N’est-ce pas une folie que de vouloir installer, d’ici un mois, toutes les 26 provinces avec leurs entités territoriales devant faire fonctionner les services de l’État?

Y a-t-il un pacte, impossible à dénoncer, qui rendrait aveugles et sourds cette minorité de dirigeants pour qu’ils ignorent toutes les observations pertinentes des intellectuels, de la société civile et de la classe politique, toutes tendances confondues?

Ne valent-elles pas la peine, toutes ces voix des compatriotes qui proposent que la question du découpage territorial soit approfondie dans toutes ses facettes pour éviter que la décentralisation non réfléchie, non budgétisée et non planifiée ne replonge le pays dans le chaos?

-Décentralisation non réfléchie :      Dans un pays en proie à l’insécurité non encore maîtrisée sur une bonne partie de son territoire national et où la cohésion nationale est encore très fragile, la décentralisation administrative telle que prévue signifie tout simplement la décentralisation des conflits entre communautés tribales et ethniques au sein des nouvelles provinces.

Même le futur Kasaï Oriental, la plus petite des 26 provinces, bien que mono ethnique(une partie des Baluba entre eux), n’est pas à l’abri de ce genre de conflits qui ne manqueront pas d’opposer les Bakua…contre les Bakua.., les Bena… contre les Bena…au sujet de la direction de la province, de la représentation dans les organes de celle-ci ou de la répartition des ressources provinciales entre les entités territoriales décentralisées.

A fortiori dans les provinces où cohabitent plusieurs communautés, dont les politiciens résidant à Kinshasa ne rêvent que des postes de Gouverneur et de ministre provincial?

Ce serait aussi favoriser l’éclosion ou la démultiplication des partis politiques à caractère tribal et ethnique.

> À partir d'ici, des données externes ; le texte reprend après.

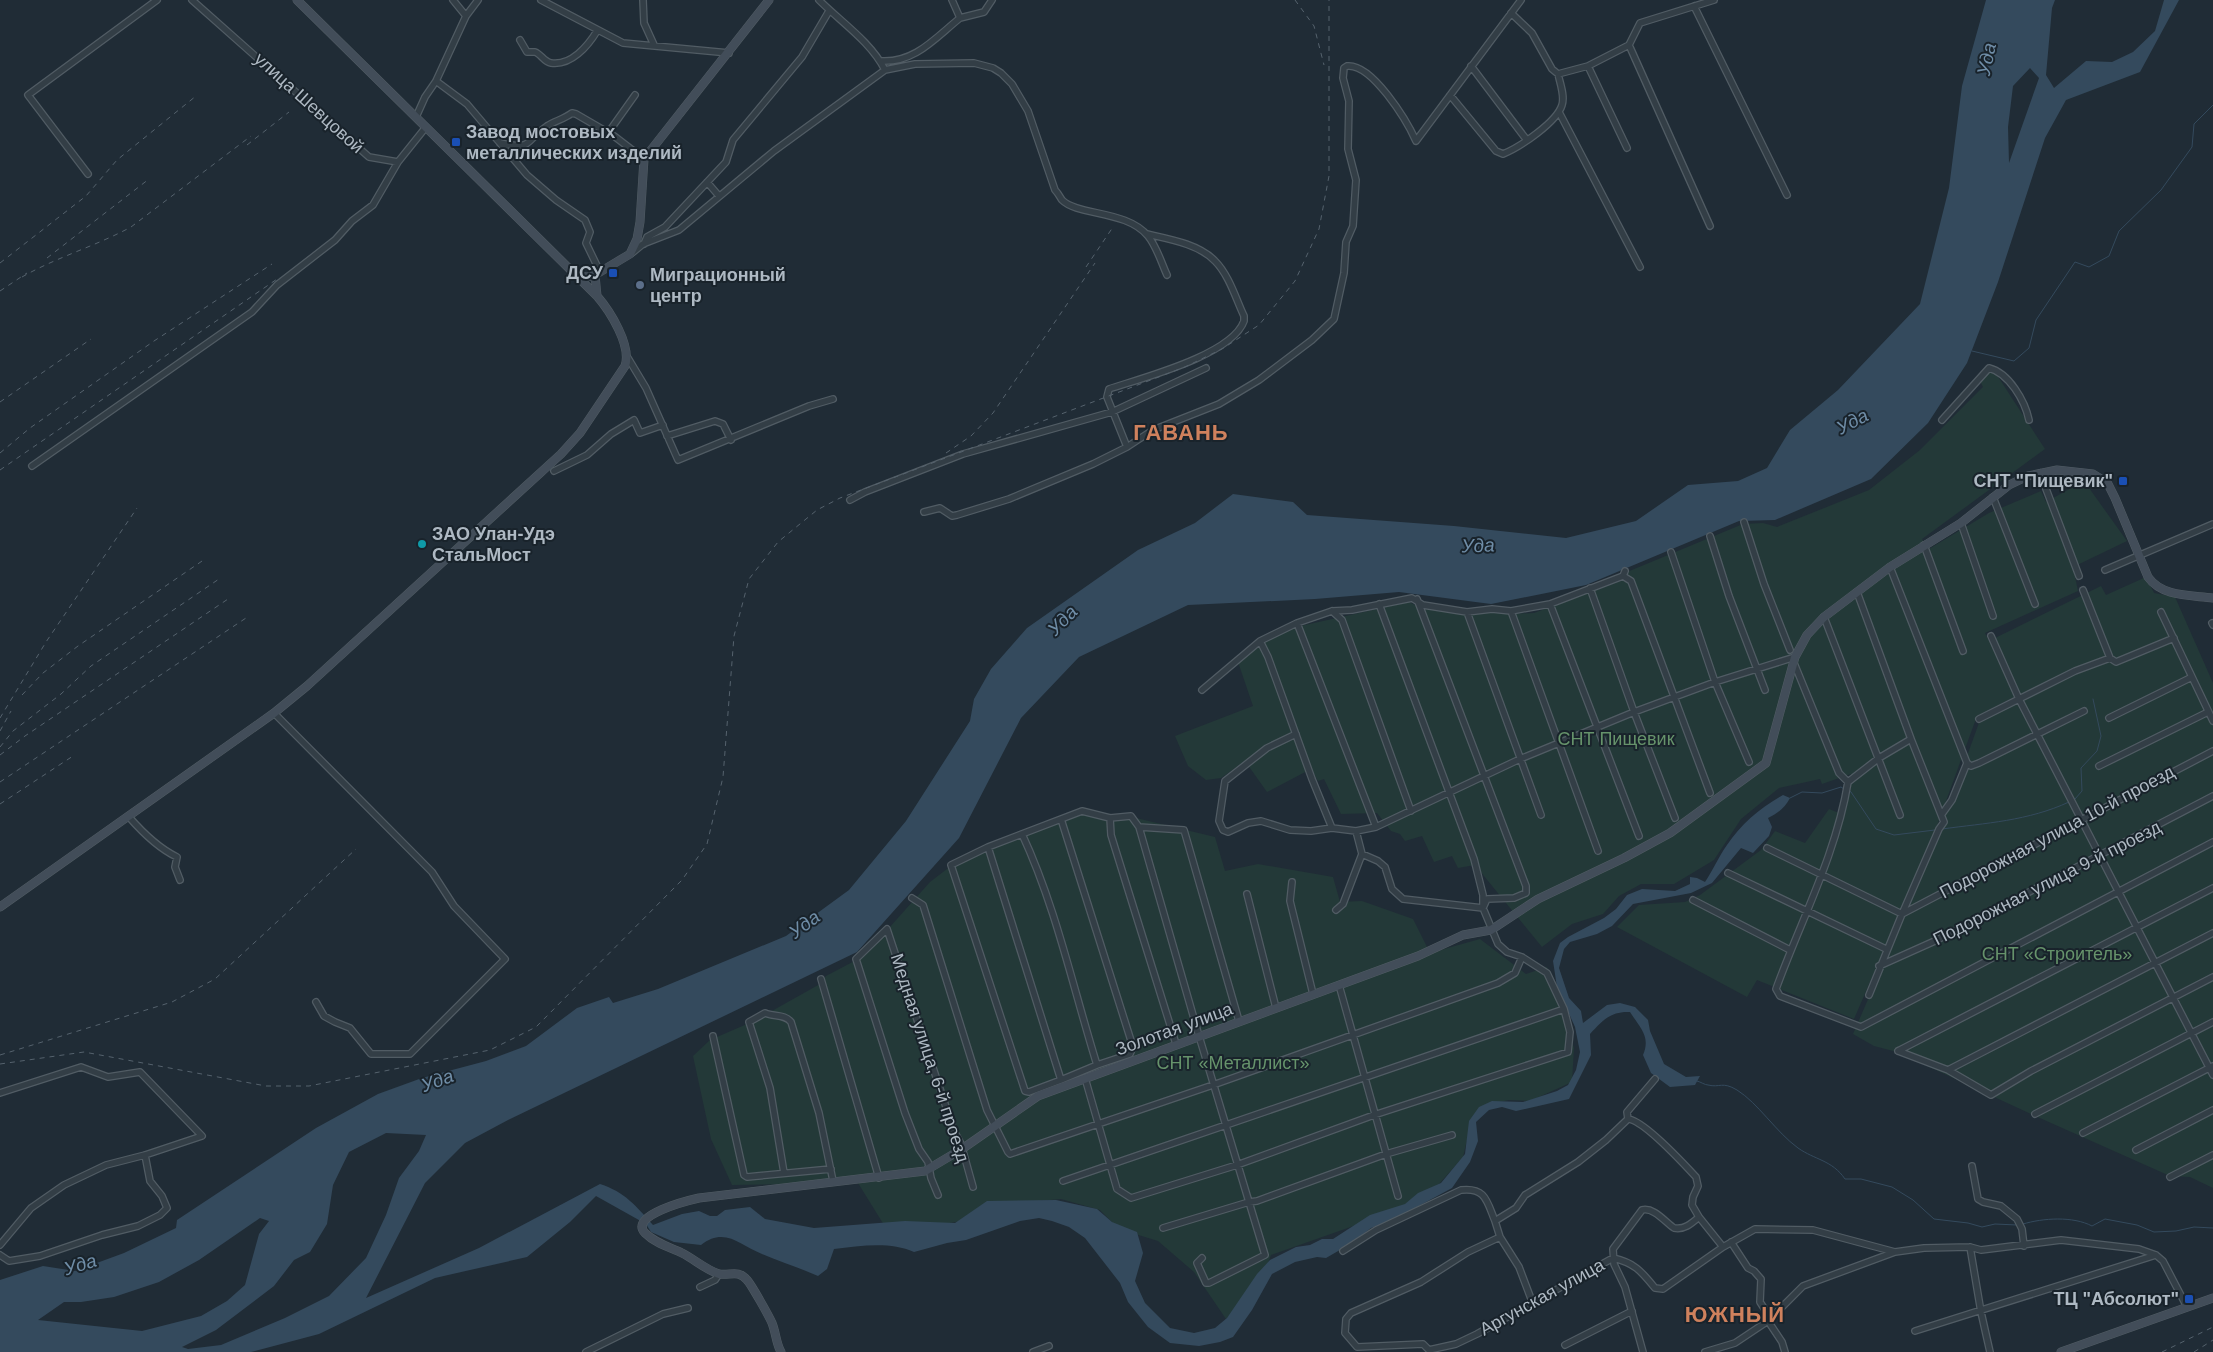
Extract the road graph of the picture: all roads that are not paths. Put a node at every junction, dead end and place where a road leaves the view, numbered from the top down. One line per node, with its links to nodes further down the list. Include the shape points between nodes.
1 (158, 0): 41 (street, via 28,95)
2 (192, 0): 40 (street, улица Шевцовой, via 369,157)
3 (297, 0): 33 (street)
4 (453, 0): 17 (street)
5 (478, 0): 17 (street)
6 (541, 0): 19 (street)
7 (643, 0): 22 (street, via 644,23)
8 (769, 0): 23 (street)
9 (819, 0): 15 (street)
10 (952, 0): 18 (street)
11 (992, 0): 18 (street, via 984,12)
12 (1522, 0): 16 (street)
13 (1714, 0): 14 (street)
14 (1694, 6): 21 (street, via 1640,23); 43 (street)
15 (829, 10): 24 (street); 42 (street, via 802,58 733,140 726,162)
16 (1511, 13): 25 (street); 28 (street, via 1532,33 1552,70)
17 (466, 16): 29 (street)
18 (960, 18): 24 (street, via 916,54 895,62)
19 (597, 31): 20 (street, via 579,54 553,63 536,52 527,52); 22 (street, via 622,43)
20 (520, 40)
21 (1629, 44): 26 (street); 45 (street)
22 (654, 45): 23 (street)
23 (729, 52): 39 (street)
24 (881, 62): 27 (street)
25 (1471, 66): 31 (street); 36 (street)
26 (1588, 66): 28 (street); 38 (street)
27 (885, 70): 44 (street, via 774,150); 46 (street, via 940,63 974,63 992,68 1012,84 1028,111 1056,190 1063,201 1122,219)
28 (1558, 74): 32 (street, via 1563,101)
29 (436, 81): 33 (street); 37 (street, via 467,104)
30 (636, 95): 35 (street)
31 (1450, 95): 36 (street, via 1496,151 1506,153); 63 (street, via 1416,142 1407,122 1370,76 1357,66 1344,68 1349,101 1348,149 1356,180 1353,226 1346,242 1344,273 1334,319 1312,340 1236,395 1153,430)
32 (1559, 112): 36 (street, via 1551,122); 49 (street)
33 (416, 117): 34 (street)
34 (426, 127): 40 (street); 52 (street)
35 (608, 133): 37 (street, via 572,114 547,126 528,145); 39 (street)
36 (1526, 139)
37 (500, 143): 50 (street, via 527,175 585,220 590,232 586,243)
38 (1627, 148)
39 (644, 159): 48 (street, via 640,222)
40 (398, 162): 64 (street, via 373,205 335,240 277,285 252,312)
41 (88, 174)
42 (707, 182): 44 (street); 47 (street, via 666,227 648,237)
43 (1787, 195)
44 (719, 196): 47 (street, via 679,230)
45 (1710, 226)
46 (1147, 234): 51 (street); 57 (street, via 1175,241 1207,254 1216,262 1244,321 1223,344 1185,363 1109,389 1107,397)
47 (644, 244): 48 (street)
48 (630, 254): 50 (street)
49 (1640, 267)
50 (598, 274): 52 (street); 53 (street)
51 (1167, 275)
52 (579, 276): 53 (street)
53 (597, 296): 54 (street, via 610,314)
54 (628, 358): 60 (street); 112 (street, via 626,366 580,433 561,454)
55 (1206, 368): 57 (street)
56 (833, 399): 62 (street)
57 (1112, 412): 63 (street); 68 (street, via 963,454)
58 (1942, 420): 59 (street, via 1989,368 1998,370 2013,386)
59 (2029, 420)
60 (663, 425): 61 (street); 65 (street, via 640,433 634,420 611,434 587,455)
61 (667, 436): 62 (street, via 715,421 723,424); 62 (street, via 678,460)
62 (731, 440)
63 (1127, 447): 69 (street, via 1009,498 958,515 952,516 940,508)
64 (32, 466)
65 (554, 471)
66 (2040, 473): 67 (street, via 2009,485); 76 (street, via 2064,469 2093,474 2108,484); 79 (street)
67 (1993, 498): 71 (street); 87 (street)
68 (850, 500)
69 (924, 512)
70 (1744, 522): 98 (street)
71 (1960, 523): 74 (street); 92 (street)
72 (2213, 524): 76 (street)
73 (1710, 536): 102 (street)
74 (1924, 545): 77 (street); 99 (street)
75 (1671, 552): 104 (street)
76 (2140, 556): 78 (street); 83 (street, via 2155,586 2164,591)
77 (1890, 566): 82 (street); 125 (street)
78 (2105, 570)
79 (2079, 576)
80 (1590, 588): 86 (street); 107 (street, via 1624,573 1631,581); 110 (street)
81 (2083, 590): 100 (street)
82 (1857, 592): 93 (street); 119 (street)
83 (2213, 598)
84 (1416, 599): 85 (street); 90 (street, via 1423,604); 127 (street)
85 (1379, 604): 88 (street); 129 (street)
86 (1550, 604): 89 (street); 116 (street)
87 (2035, 604)
88 (1332, 611): 94 (street); 132 (street, via 1342,620)
89 (1511, 611): 90 (street); 120 (street)
90 (1467, 612): 123 (street)
91 (2161, 612): 96 (street)
92 (1993, 616)
93 (1824, 617): 101 (street, via 1807,635); 122 (street)
94 (1298, 623): 97 (street); 141 (street)
95 (1991, 636): 108 (street)
96 (2174, 638): 100 (street, via 2116,662); 103 (street)
97 (1260, 641): 105 (street); 118 (street)
98 (1790, 650)
99 (1964, 651)
100 (2110, 658): 108 (street, via 2075,671)
101 (1795, 660): 102 (street); 128 (street, via 1839,773); 168 (street, via 1766,763 1670,833 1538,898)
102 (1756, 668): 104 (street); 106 (street)
103 (2192, 677): 111 (street); 113 (street)
104 (1715, 682): 107 (street); 124 (street)
105 (1202, 690)
106 (1764, 690)
107 (1673, 697): 110 (street); 130 (street)
108 (2020, 699): 114 (street); 117 (street)
109 (2084, 711): 117 (street)
110 (1634, 712): 116 (street); 138 (street)
111 (2208, 712): 115 (street); 126 (street)
112 (274, 713): 136 (street); 181 (street, via 432,872 454,906 506,959 410,1054 371,1054 350,1028 324,1016)
113 (2109, 718)
114 (1979, 719)
115 (2213, 721)
116 (1597, 728): 120 (street); 146 (street)
117 (2037, 733): 125 (street, via 1979,763 1971,766); 140 (street)
118 (1296, 734): 143 (street); 143 (street, via 1268,748 1225,781 1219,821 1223,830 1228,832 1262,821 1290,830)
119 (1912, 738): 122 (street); 133 (street)
120 (1558, 742): 123 (street); 150 (street)
121 (2213, 751): 140 (street, Подорожная улица 10-й проезд)
122 (1878, 758): 128 (street); 135 (street)
123 (1520, 759): 127 (street); 134 (street)
124 (1749, 762)
125 (1967, 763): 133 (street, via 1952,800)
126 (2099, 766)
127 (1483, 777): 129 (street); 163 (street, via 1527,889 1526,893 1514,898 1487,899)
128 (1848, 782): 154 (street, via 1835,840)
129 (1450, 792): 132 (street); 163 (street, via 1474,858)
130 (1710, 794)
131 (2213, 796): 152 (street, Подорожная улица 9-й проезд)
132 (1411, 811): 141 (street)
133 (1942, 814): 166 (street, via 1944,822)
134 (1541, 815)
135 (1900, 815)
136 (129, 817): 155 (street, via 164,851 177,857 175,866); 162 (street)
137 (1110, 818): 139 (street, via 1082,811); 142 (street, via 1131,816); 190 (street, via 1111,835)
138 (1675, 818)
139 (1061, 819): 145 (street); 192 (street, via 1133,1047 1130,1054)
140 (2082, 819): 152 (street); 166 (street, Подорожная улица 10-й проезд)
141 (1376, 826): 144 (street)
142 (1139, 827): 184 (street, via 1184,830); 188 (street)
143 (1332, 828): 144 (street)
144 (1356, 831): 151 (street)
145 (1022, 834): 148 (street); 192 (street, via 1069,967)
146 (1639, 836)
147 (2213, 842): 158 (street)
148 (988, 848): 198 (street); 198 (street, via 951,865 1023,1089 1029,1092)
149 (1767, 848): 154 (street)
150 (1598, 851)
151 (1362, 854): 163 (street, via 1385,867 1392,889 1403,899); 164 (street, via 1343,904)
152 (2101, 855): 158 (street); 174 (street, Подорожная улица 9-й проезд, via 1937,940)
153 (1728, 873): 165 (street)
154 (1822, 876): 165 (street); 166 (street)
155 (180, 880)
156 (1292, 882): 178 (street, via 1290,901)
157 (2213, 888): 167 (street)
158 (2119, 892): 167 (street); 171 (street, via 1861,1027 1780,996 1776,989)
159 (1247, 894): 182 (street)
160 (912, 898): 206 (street, via 923,905 987,1110)
161 (1693, 900): 171 (street)
162 (0, 908)
163 (1483, 908): 168 (street)
164 (1336, 910)
165 (1808, 912): 170 (street); 171 (street)
166 (1902, 914): 170 (street)
167 (2137, 928): 173 (street); 193 (street, via 1898,1051)
168 (1491, 930): 172 (street, via 1498,944 1507,952); 177 (street, Золотая улица, via 1463,935 1418,956)
169 (2213, 933): 173 (street)
170 (1886, 949): 174 (street)
171 (1790, 950)
172 (1522, 957): 183 (street, via 1547,974); 189 (street, via 1515,973 1498,984)
173 (2156, 962): 180 (street); 193 (street)
174 (1879, 966): 179 (street)
175 (2213, 977): 180 (street)
176 (821, 979): 222 (street)
177 (1339, 984): 178 (street, Золотая улица); 189 (street)
178 (1313, 994): 182 (street, Золотая улица)
179 (1869, 995)
180 (2175, 997): 186 (street); 193 (street, via 2031,1070 1990,1095)
181 (316, 1002)
182 (1276, 1008): 184 (street, Золотая улица)
183 (1564, 1009): 196 (street); 203 (street, via 1570,1032 1568,1052)
184 (1239, 1021): 188 (street, Золотая улица)
185 (2213, 1022): 186 (street)
186 (2192, 1033): 191 (street); 202 (street)
187 (713, 1036): 220 (street, via 744,1175)
188 (1199, 1036): 190 (street, Золотая улица); 199 (street)
189 (1353, 1036): 196 (street); 199 (street)
190 (1176, 1044): 192 (street, Золотая улица)
191 (2211, 1067): 194 (street); 208 (street)
192 (1096, 1068): 195 (street, Золотая улица); 198 (street)
193 (1948, 1070)
194 (2213, 1074)
195 (1085, 1078): 205 (street); 206 (street, Золотая улица, via 1038,1096)
196 (1365, 1079): 203 (street); 207 (street)
197 (1655, 1079): 204 (street, via 1628,1112)
198 (1062, 1080)
199 (1213, 1085): 205 (street); 207 (street)
200 (0, 1094): 214 (street, via 81,1067 108,1077 140,1072 202,1136)
201 (2213, 1110): 211 (street)
202 (2035, 1114)
203 (1374, 1115): 212 (street); 216 (street)
204 (1628, 1119): 229 (street, via 1635,1120 1696,1177 1698,1186 1692,1205); 230 (street, via 1585,1156 1525,1195 1516,1208)
205 (1098, 1124): 206 (street, via 1010,1154); 215 (street)
206 (996, 1126): 210 (street, Золотая улица)
207 (1225, 1126): 215 (street); 216 (street)
208 (2083, 1133)
209 (1452, 1135): 212 (street)
210 (962, 1150): 219 (street, Золотая улица); 219 (street, Медная улица, 6-й проезд, via 887,929 856,959 905,1113); 225 (street, Медная улица, 6-й проезд)
211 (2136, 1150)
212 (1386, 1154): 227 (street); 228 (street)
213 (2213, 1155): 221 (street)
214 (145, 1156): 234 (street, via 106,1165 64,1185 31,1208); 240 (street, via 150,1181 167,1208 160,1215 138,1226 40,1256 9,1260)
215 (1110, 1164): 216 (street, via 1118,1189 1131,1198); 224 (street)
216 (1237, 1165): 228 (street)
217 (1972, 1166): 235 (street, via 1978,1199 2001,1206 2017,1219)
218 (831, 1169): 220 (street); 220 (street, via 792,1022 786,1017 765,1013 749,1022 770,1088); 223 (street)
219 (929, 1169): 222 (street, Золотая улица); 226 (street)
220 (784, 1173)
221 (2170, 1176)
222 (879, 1178): 223 (street, Золотая улица)
223 (833, 1181): 244 (street, Золотая улица, via 699,1198 651,1215 643,1223 644,1232 659,1243)
224 (1064, 1181)
225 (973, 1187)
226 (938, 1195)
227 (1398, 1196)
228 (1249, 1202): 231 (street); 242 (street, via 1265,1255 1209,1283 1204,1280 1197,1263)
229 (1699, 1217): 236 (street); 243 (street, via 1679,1229 1652,1210 1642,1210 1613,1249)
230 (1495, 1221): 232 (street); 238 (street, via 1480,1192 1461,1190 1376,1230)
231 (1163, 1228)
232 (1500, 1237): 247 (street, via 1519,1267); 256 (street, via 1468,1252 1421,1282 1346,1318 1345,1333 1357,1347 1412,1344 1425,1345)
233 (1731, 1242): 236 (street, Аргунская улица); 239 (street, Аргунская улица, via 1755,1229 1814,1230); 252 (street, via 1748,1268 1762,1281 1760,1302)
234 (0, 1245)
235 (2024, 1246): 237 (street, via 1981,1250); 241 (street, via 2062,1240 2130,1248)
236 (1723, 1247): 243 (street, Аргунская улица, via 1663,1289 1655,1288 1640,1269)
237 (1970, 1247): 239 (street); 251 (street)
238 (1343, 1251)
239 (1895, 1252): 252 (street, via 1803,1286)
240 (0, 1255)
241 (2156, 1255): 249 (street, via 2163,1262); 251 (street)
242 (1202, 1258)
243 (1613, 1258): 247 (street, Аргунская улица); 250 (street)
244 (719, 1274): 245 (street, via 715,1280); 258 (street, via 737,1273 748,1280 772,1322)
245 (700, 1287)
246 (2213, 1298): 249 (street)
247 (1533, 1304): 256 (street, Аргунская улица, via 1456,1344)
248 (688, 1308): 257 (street, via 662,1314)
249 (2187, 1308): 264 (street)
250 (1632, 1311): 254 (street); 260 (street)
251 (1981, 1312): 253 (street); 263 (street)
252 (1770, 1320): 261 (street, via 1735,1343); 262 (street)
253 (1915, 1331)
254 (1564, 1345)
255 (1049, 1346): 259 (street)
256 (1428, 1351)
257 (586, 1352)
258 (781, 1352)
259 (1033, 1352)
260 (1643, 1352)
261 (1709, 1352)
262 (1785, 1352)
263 (1990, 1352)
264 (2061, 1352)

Aucune province n’est donc épargnée, y compris le Katanga actuel dont Kyungu wa Kumwanza pressent déjà les dangers du démembrement : « Le président national de l’UNAFEC a mis en garde contre le tribalisme voulant que les non originaires n’aient plus rien à dire. Il s’est insurgé en faux  face au  pouvoir de sang, il a lancé l’appel à la paix, en plaidant pour que le couteau ne soit pas enfoncé dans la plaie. « Mobutu avait fait de nous des Shabiens, nous étions Shabiens, n’est-ce pas  aujourd’hui on n’est Katangais ? », s’est-il interrogé.

Et de renchérir: « nous sommes Katangais et allons le demeurer », il a exhorté les uns comme les autres à l’amour, pour honorer la mémoire des ancêtres qui ont payé de leur vie, pour la défense du Katanga. 

-Décentralisation non planifiée et non budgétisée :   La décision d’installer à tout prix et dans la précipitation les nouvelles provinces prouve à suffisance l’amateurisme et l’improvisation de ceux qui dirigent le Congo-Kinshasa par défi et par orgueil, sans songer un seul instant aux conséquences que pourraient entraîner leurs actes sur la survie de la nation.

Dans une étude récente, consacrée à la justice dans la perspective de la décentralisation, nous avons démontré que rien que pour ce secteur, il faudrait plusieurs années, en tout cas des générations entières, pour que les Cours et tribunaux soient installées dans toutes les provinces.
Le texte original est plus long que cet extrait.